Yönetmen ya da bir sinema teorisyeni olmaktan öte, kurgu kuramını ortaya atan sinema adamı olarak bakılmalıdır Kuleshov’a. Onun yaşam öyküsü 14 Ocak 1899’da Tambov’da başlar, Lev Vladimirovich Kuleshov adıyla. Bu denli yoğunlaşmış bir ilgi, sevgi ve üretme arzusunu nasıl duyup hayata geçirdiğini anlamak zor olsa da, onu daha 17 yaşında dönemin ünlü yapımcısı Kanconkov’un stüdyosunda dekoratör olarak buluruz. Döneme ilişkin kayıtlardan yine dönemin öne çıkan yönetmenlerinden Evgeni Bauer’in yönetiminde çalıştığını öğreniyoruz. Henüz 18 yaşında ilk sinema yazılarına ve ilk yönetmenlik girişimine tanık oluruz. Gençliğin ataklığını ve öğrenme tutkusunu taşıyan bu yazılarda ne yapacağını bilen, yeri geldiğinde yol gösteren ve durmaksızın arayışlarını sürdüren bir insanla karşılaşırız. Hemen ardından 1918-19 yıllarının iç savaş ortamına elinde kamerasıyla sürüklenir. Moskova’ya döner dönmez, 1 Mayıs 1920’de kuruluşunda da emek harcadığı Devlet Sinema Okulu’nun öğretim kadrosuna alınır, yaş 21! İlerleyen yıllarda yetiştirdiği ünlülerle ünlenecek olan atölyesini 1922’de oluşturur ve ham film yokluğu nedeniyle filmsiz film deneylerine başlar. Olanaksızlıkların insanın hayalgücünü hangi noktalara taşıyabileceğinin en elle tutulur, gözle görülür örneklerinden biridir Kuleshov denemeleri.

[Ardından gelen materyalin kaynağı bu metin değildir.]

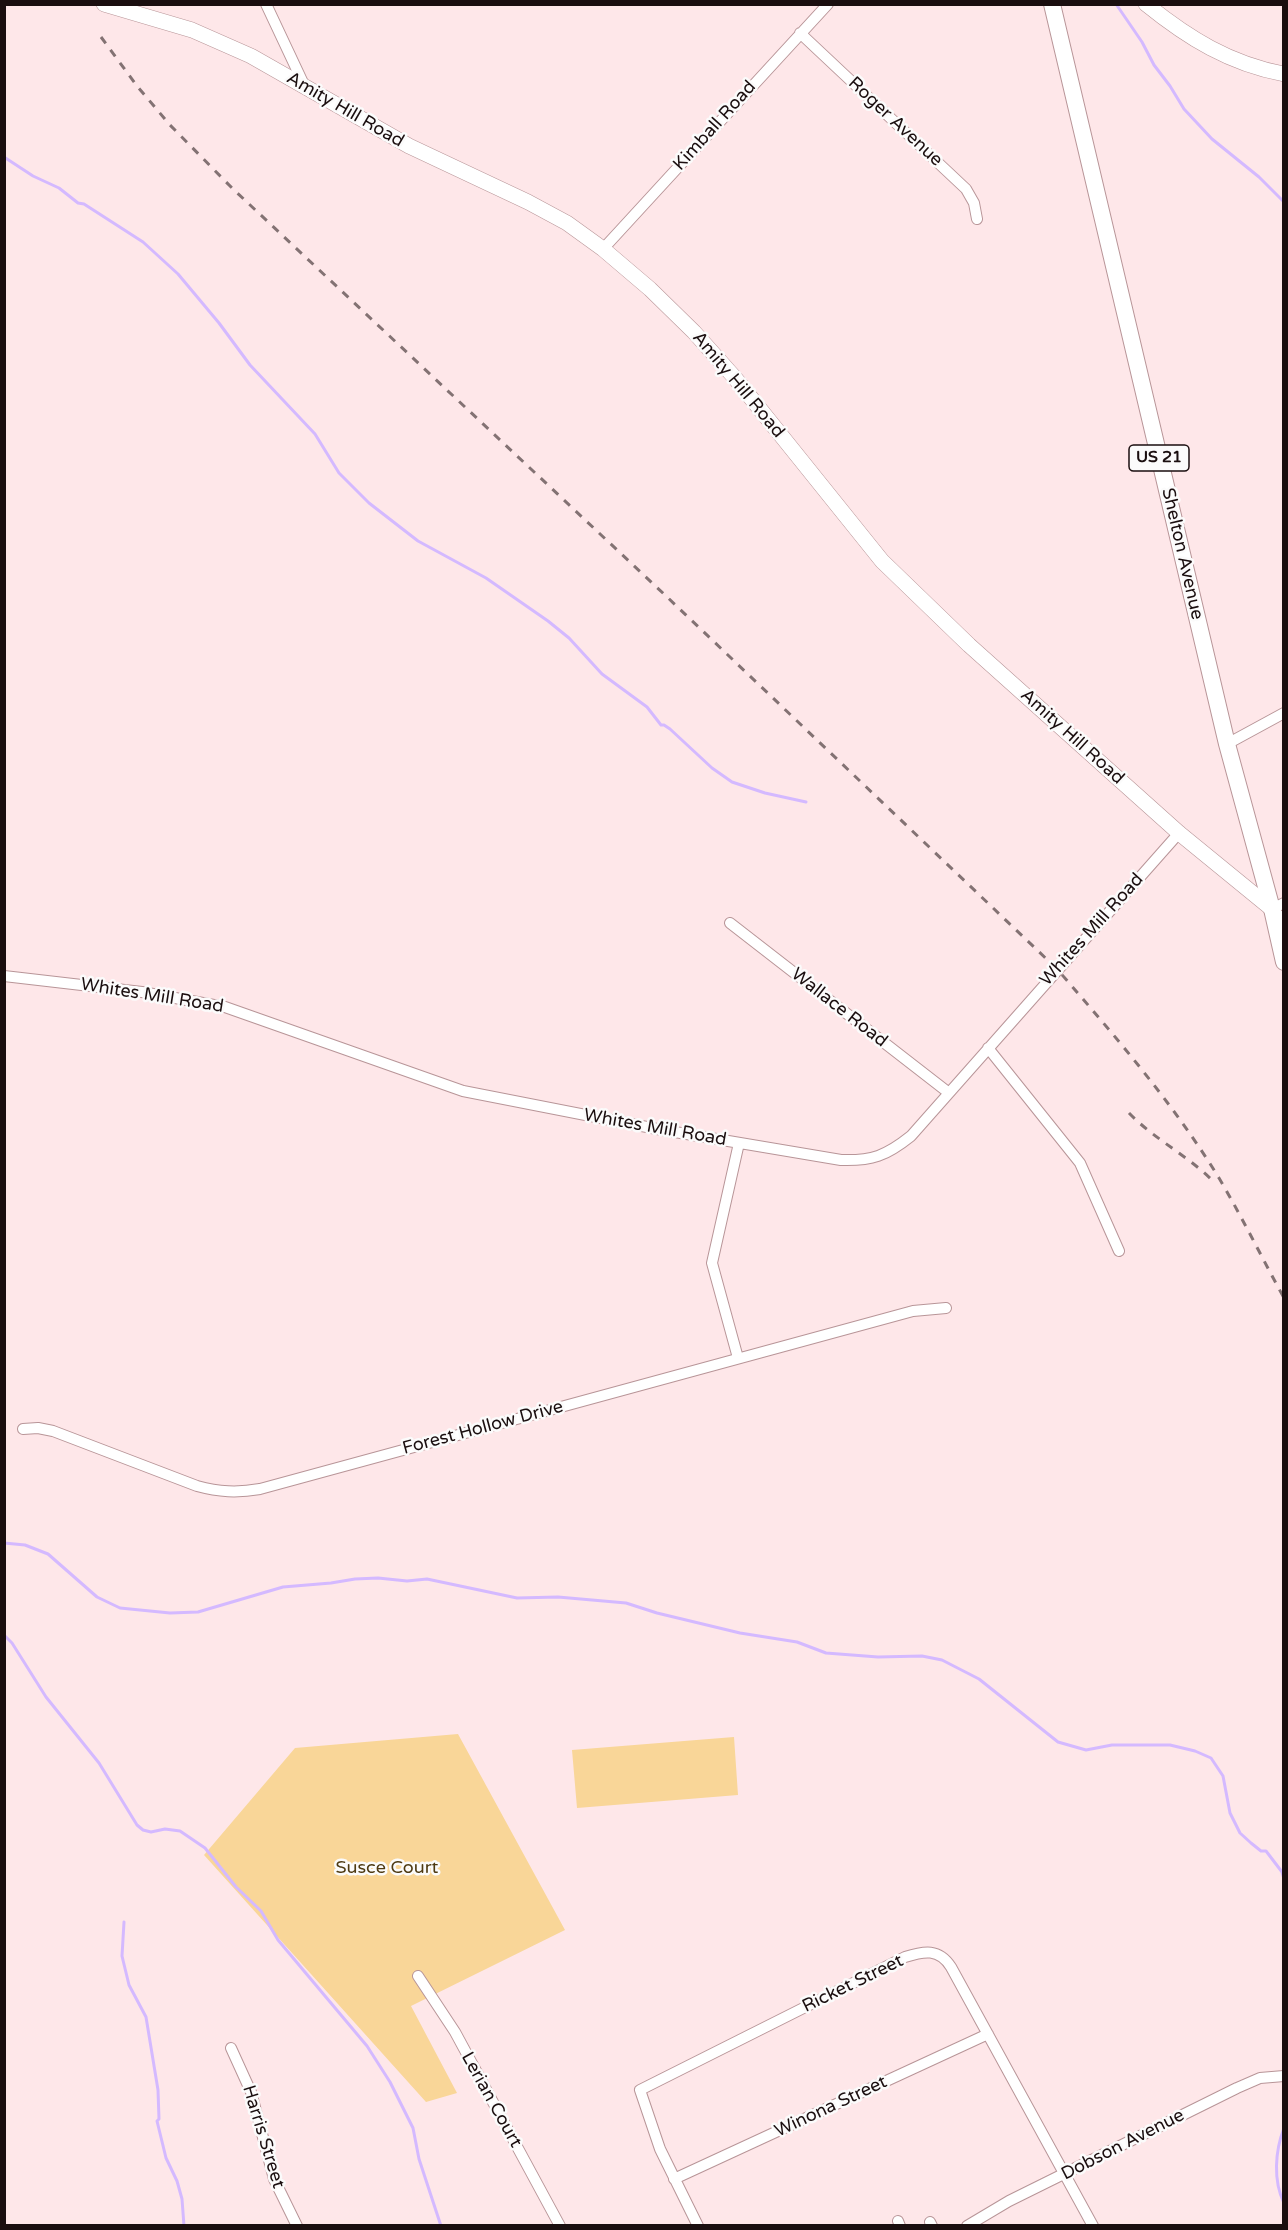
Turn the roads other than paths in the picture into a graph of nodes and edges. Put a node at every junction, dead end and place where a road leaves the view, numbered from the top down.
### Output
1 (104, 4) edge
2 (266, 4) edge
3 (828, 4) edge
4 (1052, 4) edge
5 (1146, 4) edge
6 (800, 33) junction
7 (1284, 74) edge
8 (305, 88) junction
9 (977, 219) dead end
10 (603, 249) junction
11 (1284, 713) edge
12 (1227, 744) junction
13 (1179, 833) junction
14 (1280, 911) edge
15 (730, 923) dead end
16 (1284, 962) edge
17 (4, 976) edge
18 (988, 1048) junction
19 (949, 1093) junction
20 (738, 1143) junction
21 (1119, 1251) dead end
22 (946, 1308) dead end
23 (738, 1358) junction
24 (23, 1429) dead end
25 (418, 1976) dead end
26 (988, 2034) junction
27 (231, 2048) dead end
28 (1284, 2076) edge
29 (1066, 2174) junction
30 (674, 2180) junction
31 (297, 2226) edge
32 (560, 2226) edge
33 (698, 2226) edge
34 (967, 2226) edge
35 (1093, 2226) edge

1 - 8 street, Amity Hill Road
2 - 8 street
3 - 6 street, Kimball Road
4 - 12 main road, Shelton Avenue / US 21
5 - 7 street
6 - 9 street, Roger Avenue
6 - 10 street, Kimball Road
8 - 10 street, Amity Hill Road
10 - 13 street, Amity Hill Road
11 - 12 street
12 - 14 main road, Shelton Avenue / US 21
13 - 14 street, Amity Hill Road
13 - 18 street, Whites Mill Road
14 - 16 main road, Shelton Avenue / US 21
15 - 19 street, Wallace Road
17 - 20 street, Whites Mill Road
18 - 19 street, Whites Mill Road
18 - 21 street
19 - 20 street, Whites Mill Road
20 - 23 street
22 - 23 street, Forest Hollow Drive
23 - 24 street, Forest Hollow Drive
25 - 32 street, Lerian Court
26 - 29 street, Ricket Street
26 - 30 street, Winona Street
26 - 30 street, Ricket Street
27 - 31 street, Harris Street
28 - 29 street, Dobson Avenue
29 - 34 street, Dobson Avenue
29 - 35 street, Ricket Street
30 - 33 street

Yönetmenin herşeyden daha önemli bir konuma sahip olduğu düşüncesiyle yola koyulur. Bunu kurgunun sinema sanatının en önemli öğesi olduğu görüşü izler. Sovyetler Birliği’nde kurgu sözcüğünü ilk kullanandır. Filmsel zaman ve zaman boşluğu kavramları attığı önemli adımlar olur. Kuleshov’u kurguya yönlendiren iki temel etken vardı. Bunlardan biri doğrudan sinemadan geliyordu ve anlatım dilinin zenginliği ile Kuleshov’u bir hayli etkileyen David W. Griffith sinemasıydı. Diğeri ise ülkesinin güçlü yazı geleneğine dayanan, gelişkin örnekleri özellikle Tolstoy ve Puşkin’in yapıtlarında karşımıza çıkan kurgusal anlatım teknikleriydi. 

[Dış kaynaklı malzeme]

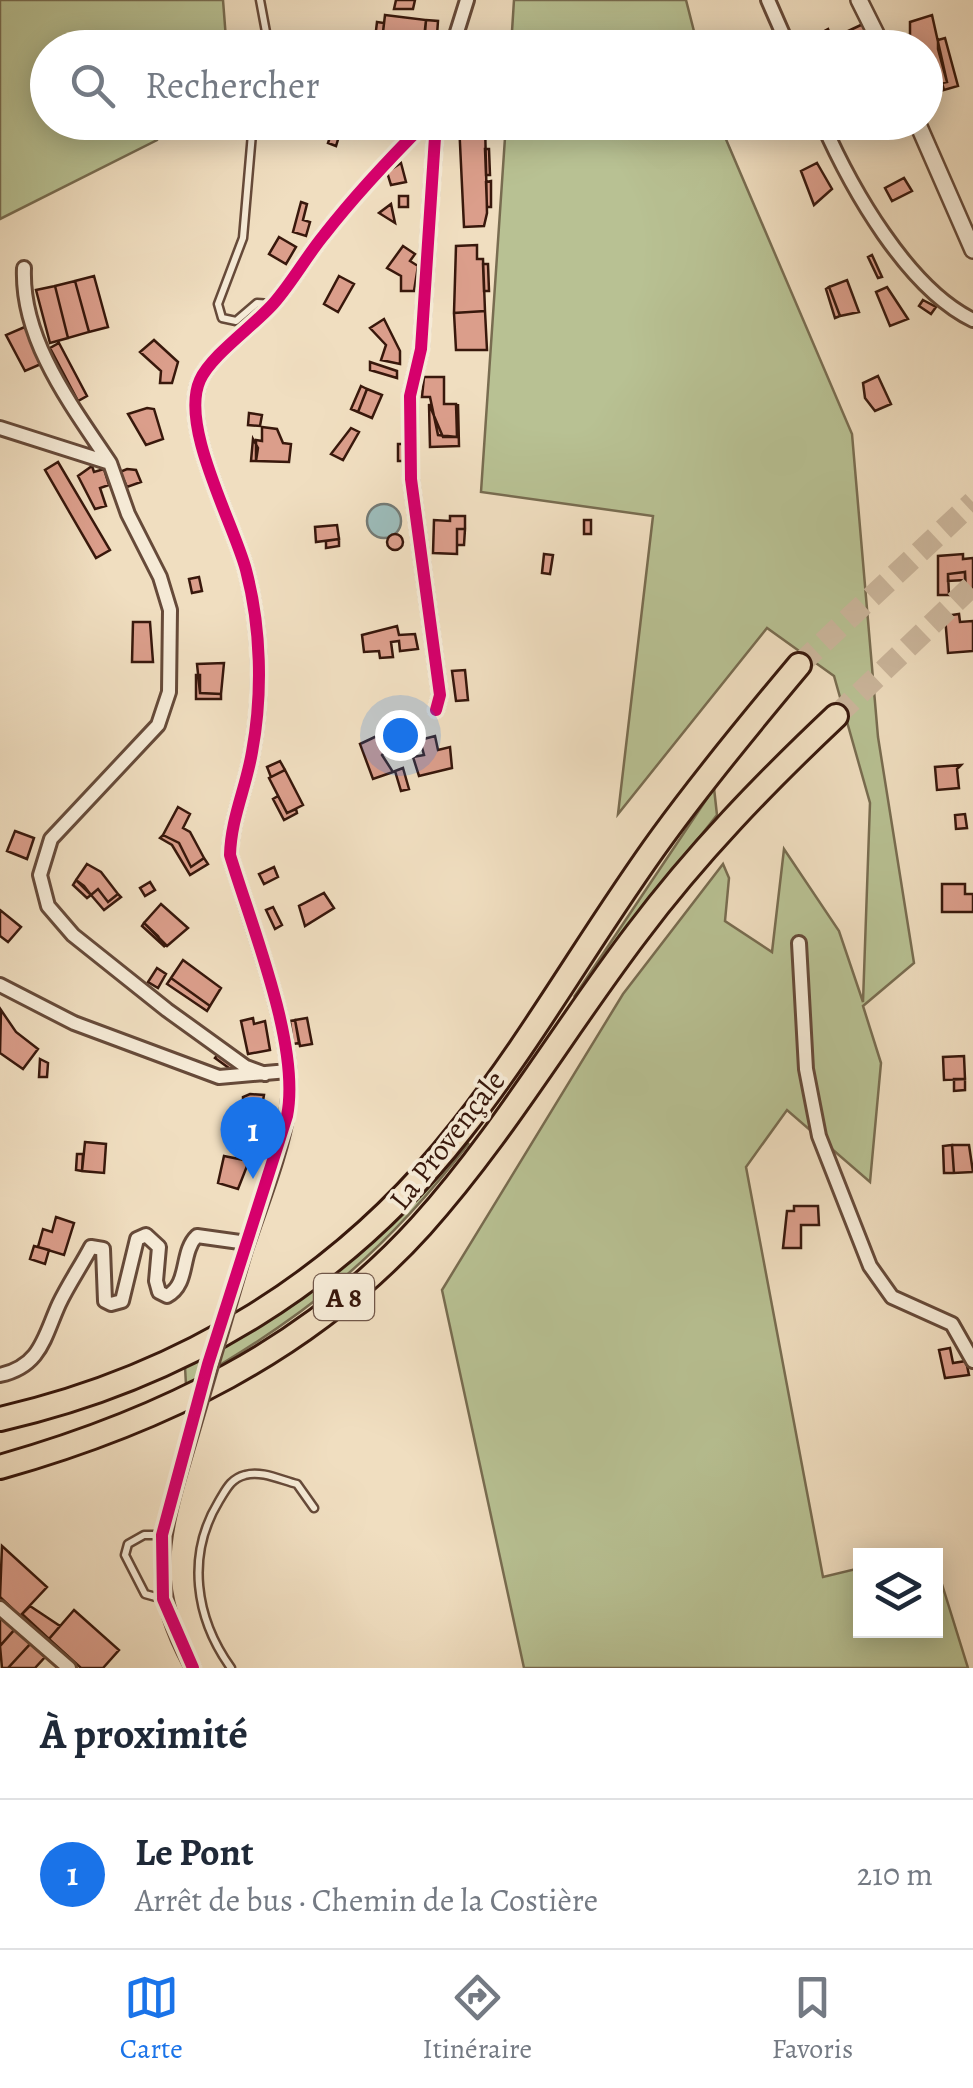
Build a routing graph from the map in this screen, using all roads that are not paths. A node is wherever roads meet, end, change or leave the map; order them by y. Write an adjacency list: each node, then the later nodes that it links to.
1 (260, 0): 5 (lane)
2 (467, 0): 6 (street)
3 (768, 0): 7 (street)
4 (860, 0): 8 (street)
5 (266, 30)
6 (458, 30)
7 (781, 30)
8 (874, 30)
9 (252, 140): 16 (lane)
10 (407, 140): 16 (street)
11 (435, 140): 21 (street)
12 (831, 140): 17 (street)
13 (926, 140): 14 (street)
14 (973, 250)
15 (24, 268): 19 (street)
16 (273, 304): 25 (street)
17 (973, 320)
18 (0, 428): 19 (street)
19 (110, 463): 26 (street)
20 (799, 665): 30 (highway, La Provençale / A 8)
21 (436, 710)
22 (836, 716): 31 (highway, La Provençale / A 8)
23 (799, 943): 28 (street)
24 (0, 985): 26 (street)
25 (288, 1071): 26 (street); 27 (street)
26 (264, 1074)
27 (246, 1248): 29 (street); 33 (street, bridge)
28 (973, 1361)
29 (0, 1374)
30 (0, 1419)
31 (0, 1467)
32 (314, 1508): 38 (lane)
33 (162, 1535): 34 (street); 34 (lane)
34 (163, 1599): 37 (street)
35 (0, 1608): 36 (street)
36 (69, 1668)
37 (193, 1668)
38 (230, 1668)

Sinema tarihine Kuleshov Efekti diye giren kurgusal yorum çeşitlemesi dikkat çekicidir. Tanınmış oyuncu Ivan Mosjukin’in bir yüz çekimini, sırayla yemek, çocuk ve tabut çekimlerine ekler. Oyuncunun yüzündeki anlam, her eşlemede farklı duygusal bir tepki taşıyormuş algısı uyandırır. Orijinali kayıp olan bu kurgu çalışmaları üç temel okuma ilkesine dayanır: kurgunun yoruma dönüklüğü, anlamın son katmanının seyirci tarafından belirlenmesi ve karşıtlıklar algısı. Onun deneysel kurgu çalışmaları giderek ayrıntılara yöneldi ve parça-bütün ilişkisine odaklandı.

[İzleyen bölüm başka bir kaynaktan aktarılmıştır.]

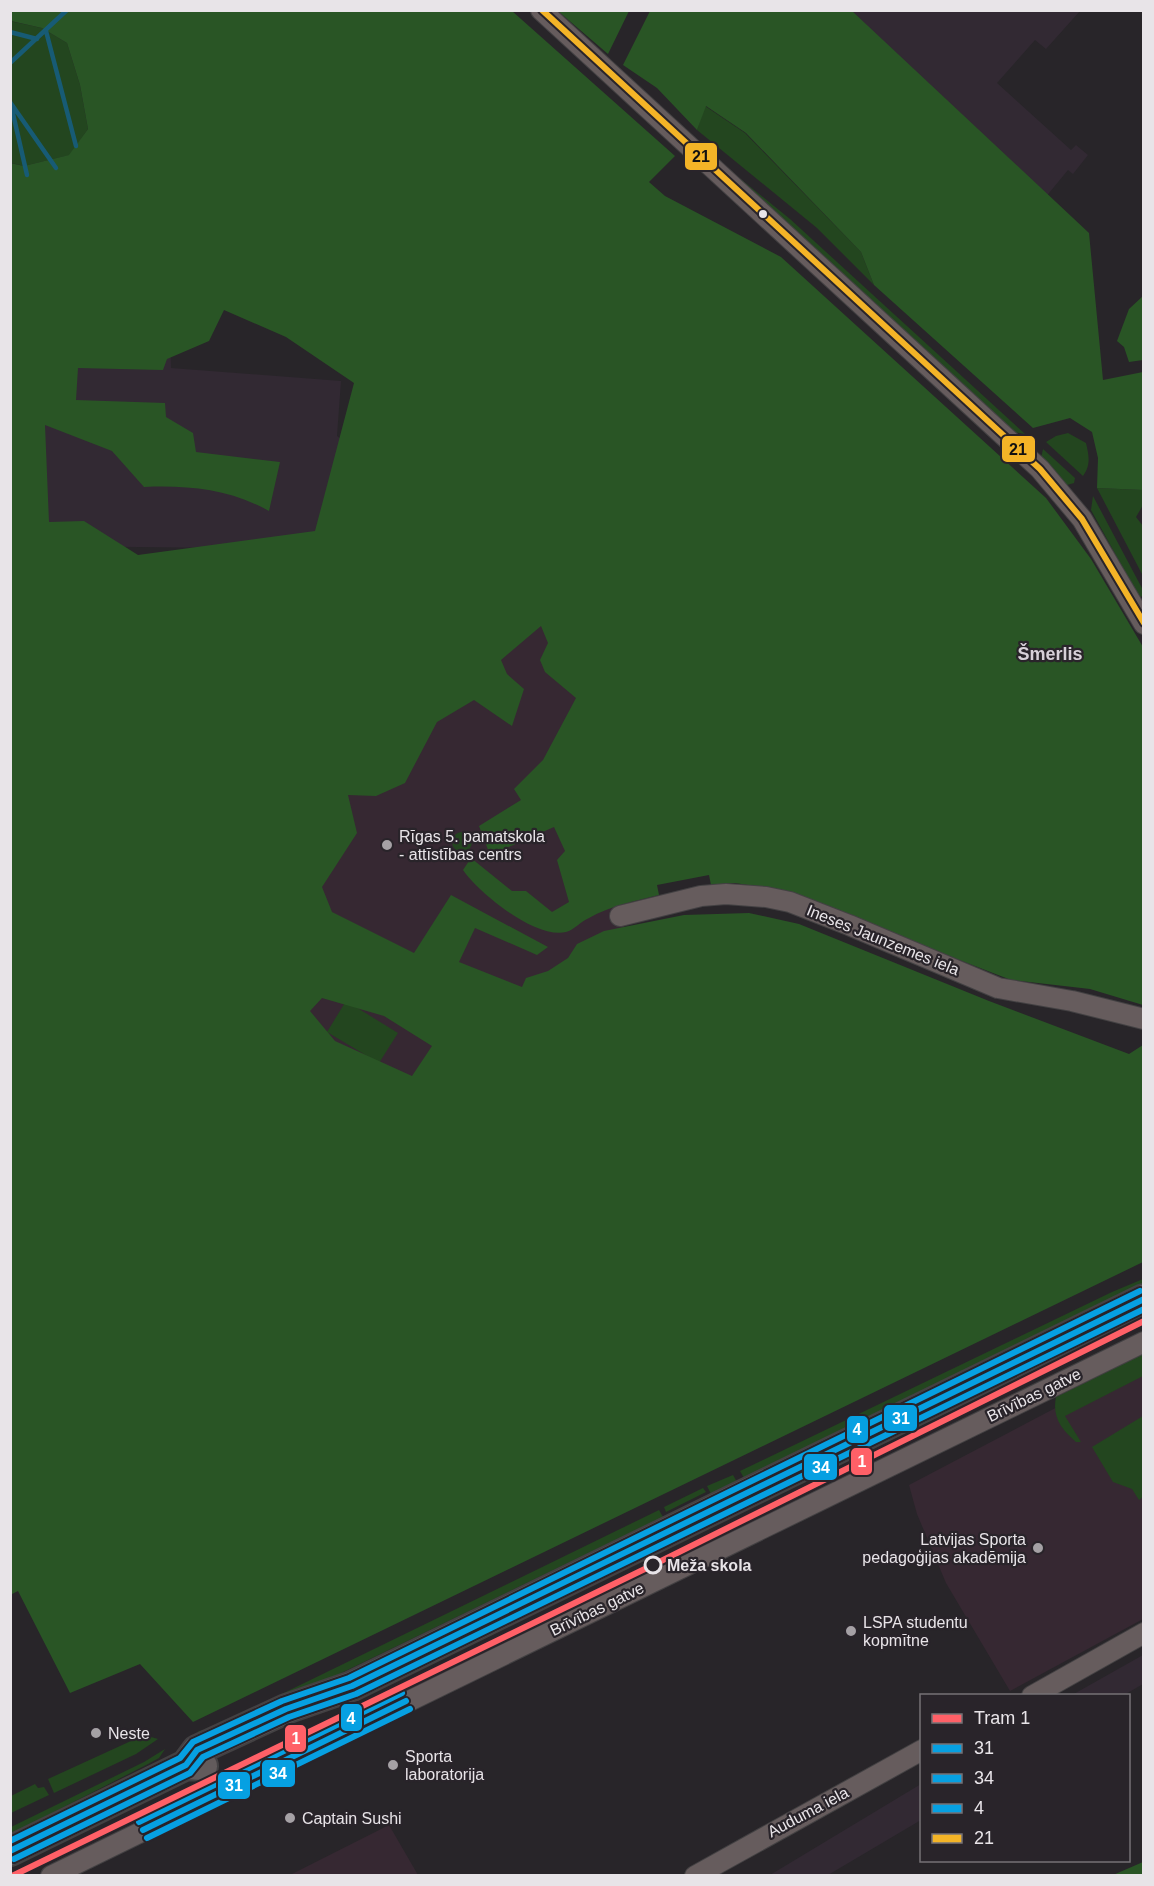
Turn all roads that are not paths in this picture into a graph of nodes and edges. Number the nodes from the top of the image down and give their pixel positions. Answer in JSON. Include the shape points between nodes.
{"nodes":[{"id":1,"x":541,"y":10,"type":"edge"},
{"id":2,"x":1143,"y":624,"type":"edge"},
{"id":3,"x":620,"y":916,"type":"dead end"},
{"id":4,"x":1143,"y":1019,"type":"edge"},
{"id":5,"x":1143,"y":1299,"type":"edge"},
{"id":6,"x":1143,"y":1342,"type":"edge"},
{"id":7,"x":1143,"y":1633,"type":"edge"},
{"id":8,"x":1034,"y":1694,"type":"edge"},
{"id":9,"x":920,"y":1751,"type":"edge"},
{"id":10,"x":10,"y":1851,"type":"edge"},
{"id":11,"x":51,"y":1875,"type":"edge"},
{"id":12,"x":695,"y":1875,"type":"edge"}],
"edges":[{"from":1,"to":2,"type":"street","via":[[1040,470],[1082,519]]},
{"from":3,"to":4,"type":"street","name":"Ineses Jaunzemes iela","via":[[701,896],[766,897],[839,921],[998,988]]},
{"from":5,"to":10,"type":"highway","via":[[352,1686],[286,1709],[197,1750],[186,1765]]},
{"from":6,"to":11,"type":"street","name":"Brīvības gatve"},
{"from":7,"to":8,"type":"street"},
{"from":9,"to":12,"type":"street","name":"Auduma iela"}]}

Kuleshov’a göre kurgu bilincine varan ilk yönetmen Griffith, kendisi de kurguyu kuramsallaştıran ilk isimdi. Kurgusal anlatıma göre gerçekleştirilmiş ilk Rus yapımı 1917’de çektiği Proyekt Injenera Praita (Mühendis Praita’nın Projesi) filmiydi.
 

Resim: The Extraordinary Adventures of
Mr. West in the Land of the Bolsheviks, 1924
 
Kuleshov atölyesinin artık herkes tarafından duyulan deneyleri, ham filme kolay ulaşılmaya başlandığı 1923 yılıyla birlikte daha bir yoğunluk kazanır. Bu dönem, Kuleshov’u bir teorisyen olmaktan çıkarıp, aynı zamanda bir yönetmen olarak da tanınmasına neden olacak yapıtlarını barındırır. Kuleshov adının önemli bir ad olduğu söylemini taşıyan ilk film, Bolşevik dünyasına uyum sağlama problemleri çeken bir Batılı tiplemesinin başından geçenlerin anlatıldığı The Extraordinary Adventures of Mr. West in the Land of the Bolsheviks (Bay Batı’nın Bolşevikler Ülkesindeki Olağanüstü Serüvenleri, 1924) olur. Film, propaganda üzerine kurulu özgün bir güldürüdür. Öğrencisi olan bir diğer ünlü sinema adamı, Vsevolod Pudovkin filmin senaristi, dekor tasarımcısı ve oyuncusu olarak Kuleshov’a büyük destek verir. Beş yıl önce hayatına giren filmin kadın oyuncusu Alexandra Khokhlova’nın, yönetmenin hem özel hem sanat yaşamında zirveye çıktığı anlaşılır. Üçlü bir yıl sonra ve aynı görev dağılımıyla, ayrıntılarla zengin kılınan atmosferi, psikolojik derinliği ve sanatsal arayışlarıyla propaganda sinemasını aşan Ölüm Işını’nı (Luc Smierti, 1925) gerçekleştirir. Artık Kuleshov’un önünde başyapıtı olarak gösterilen Dura Lex’in yapım öncesi çalışmaları uzanmaktadır.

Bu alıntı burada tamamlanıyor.